阿公被摇得一晃一晃,连眼角都跟着一抖一抖,那情景看在不知情的人眼里还以为是中风前兆,然而,老人家的嘴巴却依旧闭得死死,看似还在生气,於是有人就憋不住了。
「吼唷!大不了我这胎要是男的,就过继给小兔,这样凌家的香火就没问题啦!」
刚做完体检的凌小琥丢出个红炸弹,炸得大家皆是一愣,汪一全跟着点头说:「是啊,其实我们老早就谈过了,我爸妈也同意,反正汪家男孩多,过继一个儿子给小兔没问题的,阿公您就别担心了,成全他们吧。」
「过、过继……」阿公呆楞了几秒後,忽然激动地暴吼:「每烟欸(不行)!小兔不能有儿子!!!」
「啊?!」所有人都傻眼了。
「嗯咳……挖系供(我是说)……」惊觉自己表现得太明显,阿公心虚地咳了咳,「直接从母姓,让孩子姓凌就好,过继给小兔就免了。」
「……」
见大家都仍一脸狐疑,阿公就微红了老脸,将视线飘向别处,「这素个两性平等的时代,偶们要尊重辛苦怀胎的女性,提倡从母姓运动。」
「……」
「欸,孙女婿啊,反正泥都住偶们家了,要不要乾脆直接入赘凌家算了?」阿公继续厚脸皮笑问。

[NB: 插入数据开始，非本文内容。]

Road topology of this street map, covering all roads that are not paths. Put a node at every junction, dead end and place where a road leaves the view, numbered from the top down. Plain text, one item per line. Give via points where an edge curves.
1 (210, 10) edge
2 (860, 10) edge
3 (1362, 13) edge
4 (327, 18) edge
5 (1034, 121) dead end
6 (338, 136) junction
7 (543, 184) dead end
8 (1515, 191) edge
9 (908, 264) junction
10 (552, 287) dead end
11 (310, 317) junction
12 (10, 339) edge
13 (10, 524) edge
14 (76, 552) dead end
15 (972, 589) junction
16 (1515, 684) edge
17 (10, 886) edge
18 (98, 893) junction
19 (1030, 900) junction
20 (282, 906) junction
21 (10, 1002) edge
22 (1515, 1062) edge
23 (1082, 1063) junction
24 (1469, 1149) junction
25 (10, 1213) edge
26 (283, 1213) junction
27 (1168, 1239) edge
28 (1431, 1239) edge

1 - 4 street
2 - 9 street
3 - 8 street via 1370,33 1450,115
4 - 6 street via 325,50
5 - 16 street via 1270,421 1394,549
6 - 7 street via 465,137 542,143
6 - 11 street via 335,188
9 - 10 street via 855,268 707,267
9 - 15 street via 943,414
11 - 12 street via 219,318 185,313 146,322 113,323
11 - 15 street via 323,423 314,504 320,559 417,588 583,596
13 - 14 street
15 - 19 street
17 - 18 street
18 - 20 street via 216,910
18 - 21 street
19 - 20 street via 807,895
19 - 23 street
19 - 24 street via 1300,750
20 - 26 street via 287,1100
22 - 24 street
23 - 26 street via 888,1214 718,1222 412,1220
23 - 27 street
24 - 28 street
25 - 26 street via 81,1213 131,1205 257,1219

「……」为啥老子忽然有种当初被劝留住凌家宅就是阿公的主意?汪一全无言心想。
想起自家阿爸从小就常出槌干尽蠢事,凌大牛不禁沈了脸,直觉阿公似乎藏了什麽天大秘密,便压重嗓音质问:「阿爸?」
刻意无视亲亲儿子的呼唤,阿公硬装镇定地看了看天花板,再看看拉着自己手的贝儿,就东捏西揉地轻声说:「阿贝仔昨天喝醉吼?男主汉酒量这模差不行啊!要叫你那郭白毛仔阿勾帮你练练了喔~」
「……」
於是,阿公又将视线飘向跪在地上的两人,笑容满面地柔声说:「唉唷,乖孙啊,跪这麽久,快起来,快起来,跪痛了,阿公心疼啊~」
「……」
依旧没人领情,於是阿公只好把气都出在唯一可欺负的人身上,「阿尼这个鸡泥在呆什膜?还不快扶我乖孙?!」
「阿?爸!」、「阿?公!」
被大家这麽齐声一吼,阿公就瑟缩了下肩膀,像个作错事的孩子低下头玩起两根食指,一脸委屈地扁着嘴说:「挖欸(我的)听力还很好,叫那抹大声冲啥(干嘛)啦?」
这一瞬间,汪一全与付墨就不约而同地闪过一个想法——总算理解某颗紫毛头是像到谁了!
「阿爸,你就说你想怎麽样吧?」凌大牛觉得头很疼,要不是对方是他老爸,以他的脾气,早就气得翻桌搥墙了。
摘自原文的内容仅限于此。